The provision of information should be evidence-based and layered.

Peel the layers off the onion too quickly and you will end up crying.

"The clinical skill of communication is often referred to as an art, rather than a science. You learn the theory that underpins it at medical school but you can only master it on job; this is why there is no substitute for clinical experience."

Statement: “It's worked out well enough, but without this blog and other resources, I would have known much less about what sort of help might be possible and so what symptoms to highlight and questions to ask. I don't distrust his good intentions or willingness to help, but I do question his honesty with regard to hard facts. If he's trying for placebo effect, it may be counterproductive as I really don't trust what he says about how well I'm doing at this point.”

"The really don’t trust part of this comment jars with me. If you don’t trust your neurologist you need to say so and discuss it with him or her. You have to realise that in some healthcare systems we have our hands tied behind our backs with regard to adopting the latest evidence. For example, in the UK the current treatment guidelines as promulgated by NICE don’t allow us to switch or escalate treatment based on subclinical or asymptomatic relapses. This is why your neurologist may be reluctant to do an annual MRI to monitor your disease. This should not stop you asking the question; it may make him or her question their own practice and challenge the status quo. How do you think HIVers got what they wanted so quickly? They became activists and demanded action; they were frustrated with the level of passivism shown by the scientific and medical community to their plight. They were dying and hence wanted answers and access to treatment ASAP. They weren’t prepared to take no for an answer and they certainly weren’t prepared to be fobbed off with misinformation by patronising consultants. HIV activism changed the patient-doctor dynamic for good. MSers needs to learn from the HIVers."

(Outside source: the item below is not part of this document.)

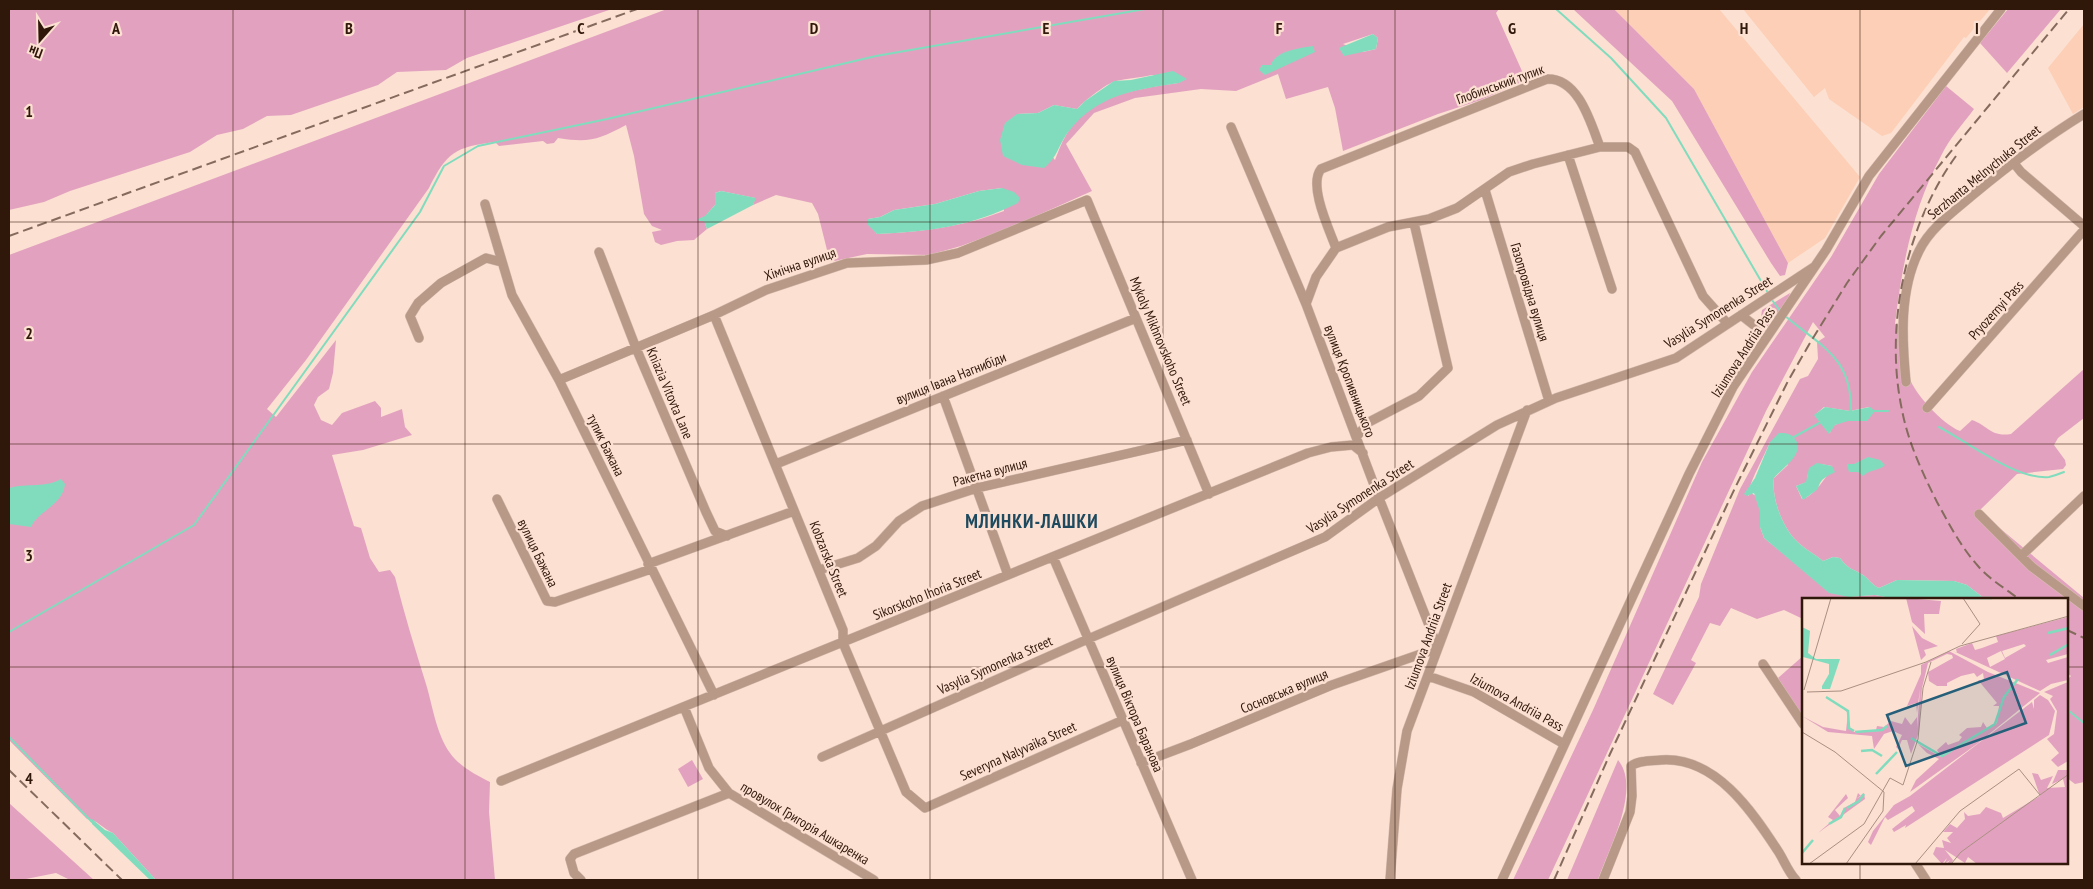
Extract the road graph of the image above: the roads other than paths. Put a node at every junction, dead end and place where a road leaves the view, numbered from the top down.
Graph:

MSers can learn from HIV activists.

Question: “Any thoughts would be appreciated.”

"My answer to this part of the question is short and to the point. If you don’t know about the prognosis of MS how can you assess the risk of treatments that may have life-threatening complications? The benefit and risks of any treatment need be balanced against the risks of MS. You need to remember that when you are told a fact about MS that 50% of MSers do worse than average and 50% do better than average. You need to try and work out what half you fall into; neurologists can never be 100% certain all they can tell you is whether or not you have a poor or favourable prognostic profile. If they can’t make the call and your prognosis is indeterminate you need to make sure you are given options and choices and that your disease activity is actively monitored."

Risk profiling can never be 100% accurate.

"Please keep this 50:50 rule in mind when you try to interpret the information in this infographic. It is deliberately dark and negative to challenge the status quo. When I get the time I will make an infographic to focus on the positives."